## WHAT TO DO
This exercise needs the listing below duplicated exactly.

## LISTED ENTRIES
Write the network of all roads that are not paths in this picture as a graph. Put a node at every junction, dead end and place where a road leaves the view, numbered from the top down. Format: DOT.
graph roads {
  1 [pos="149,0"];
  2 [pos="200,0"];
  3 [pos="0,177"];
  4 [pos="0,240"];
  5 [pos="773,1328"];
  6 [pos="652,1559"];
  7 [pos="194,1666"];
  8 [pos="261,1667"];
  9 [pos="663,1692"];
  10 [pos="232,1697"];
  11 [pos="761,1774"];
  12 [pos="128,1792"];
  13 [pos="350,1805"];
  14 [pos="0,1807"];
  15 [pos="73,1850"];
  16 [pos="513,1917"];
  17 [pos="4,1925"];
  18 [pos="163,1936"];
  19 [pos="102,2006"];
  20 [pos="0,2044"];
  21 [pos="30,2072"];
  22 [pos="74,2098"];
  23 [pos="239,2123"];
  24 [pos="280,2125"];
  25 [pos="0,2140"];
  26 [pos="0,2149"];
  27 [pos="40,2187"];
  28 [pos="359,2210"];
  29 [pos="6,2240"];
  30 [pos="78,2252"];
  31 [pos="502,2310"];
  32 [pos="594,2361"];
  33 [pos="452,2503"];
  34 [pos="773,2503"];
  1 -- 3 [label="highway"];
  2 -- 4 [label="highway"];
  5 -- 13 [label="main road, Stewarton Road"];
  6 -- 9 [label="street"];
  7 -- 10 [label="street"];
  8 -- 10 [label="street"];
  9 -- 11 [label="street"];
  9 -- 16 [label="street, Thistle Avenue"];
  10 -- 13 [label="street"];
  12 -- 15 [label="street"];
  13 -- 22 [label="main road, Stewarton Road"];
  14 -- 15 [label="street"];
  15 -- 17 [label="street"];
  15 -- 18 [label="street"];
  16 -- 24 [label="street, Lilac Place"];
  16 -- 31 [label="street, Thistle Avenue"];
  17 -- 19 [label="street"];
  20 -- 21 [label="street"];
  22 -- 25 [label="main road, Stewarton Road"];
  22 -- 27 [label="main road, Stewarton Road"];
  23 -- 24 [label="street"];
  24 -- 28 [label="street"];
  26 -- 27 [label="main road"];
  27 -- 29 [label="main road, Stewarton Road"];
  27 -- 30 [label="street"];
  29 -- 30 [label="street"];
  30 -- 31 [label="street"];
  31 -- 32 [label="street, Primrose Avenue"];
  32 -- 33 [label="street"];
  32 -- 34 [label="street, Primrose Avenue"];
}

## ANSWER AREA
Write the network of all roads that are not paths in this picture as a graph. Put a node at every junction, dead end and place where a road leaves the view, numbered from the top down. Format: DOT.
graph roads {
  1 [pos="149,0"];
  2 [pos="200,0"];
  3 [pos="0,177"];
  4 [pos="0,240"];
  5 [pos="773,1328"];
  6 [pos="652,1559"];
  7 [pos="194,1666"];
  8 [pos="261,1667"];
  9 [pos="663,1692"];
  10 [pos="232,1697"];
  11 [pos="761,1774"];
  12 [pos="128,1792"];
  13 [pos="350,1805"];
  14 [pos="0,1807"];
  15 [pos="73,1850"];
  16 [pos="513,1917"];
  17 [pos="4,1925"];
  18 [pos="163,1936"];
  19 [pos="102,2006"];
  20 [pos="0,2044"];
  21 [pos="30,2072"];
  22 [pos="74,2098"];
  23 [pos="239,2123"];
  24 [pos="280,2125"];
  25 [pos="0,2140"];
  26 [pos="0,2149"];
  27 [pos="40,2187"];
  28 [pos="359,2210"];
  29 [pos="6,2240"];
  30 [pos="78,2252"];
  31 [pos="502,2310"];
  32 [pos="594,2361"];
  33 [pos="452,2503"];
  34 [pos="773,2503"];
  1 -- 3 [label="highway"];
  2 -- 4 [label="highway"];
  5 -- 13 [label="main road, Stewarton Road"];
  6 -- 9 [label="street"];
  7 -- 10 [label="street"];
  8 -- 10 [label="street"];
  9 -- 11 [label="street"];
  9 -- 16 [label="street, Thistle Avenue"];
  10 -- 13 [label="street"];
  12 -- 15 [label="street"];
  13 -- 22 [label="main road, Stewarton Road"];
  14 -- 15 [label="street"];
  15 -- 17 [label="street"];
  15 -- 18 [label="street"];
  16 -- 24 [label="street, Lilac Place"];
  16 -- 31 [label="street, Thistle Avenue"];
  17 -- 19 [label="street"];
  20 -- 21 [label="street"];
  22 -- 25 [label="main road, Stewarton Road"];
  22 -- 27 [label="main road, Stewarton Road"];
  23 -- 24 [label="street"];
  24 -- 28 [label="street"];
  26 -- 27 [label="main road"];
  27 -- 29 [label="main road, Stewarton Road"];
  27 -- 30 [label="street"];
  29 -- 30 [label="street"];
  30 -- 31 [label="street"];
  31 -- 32 [label="street, Primrose Avenue"];
  32 -- 33 [label="street"];
  32 -- 34 [label="street, Primrose Avenue"];
}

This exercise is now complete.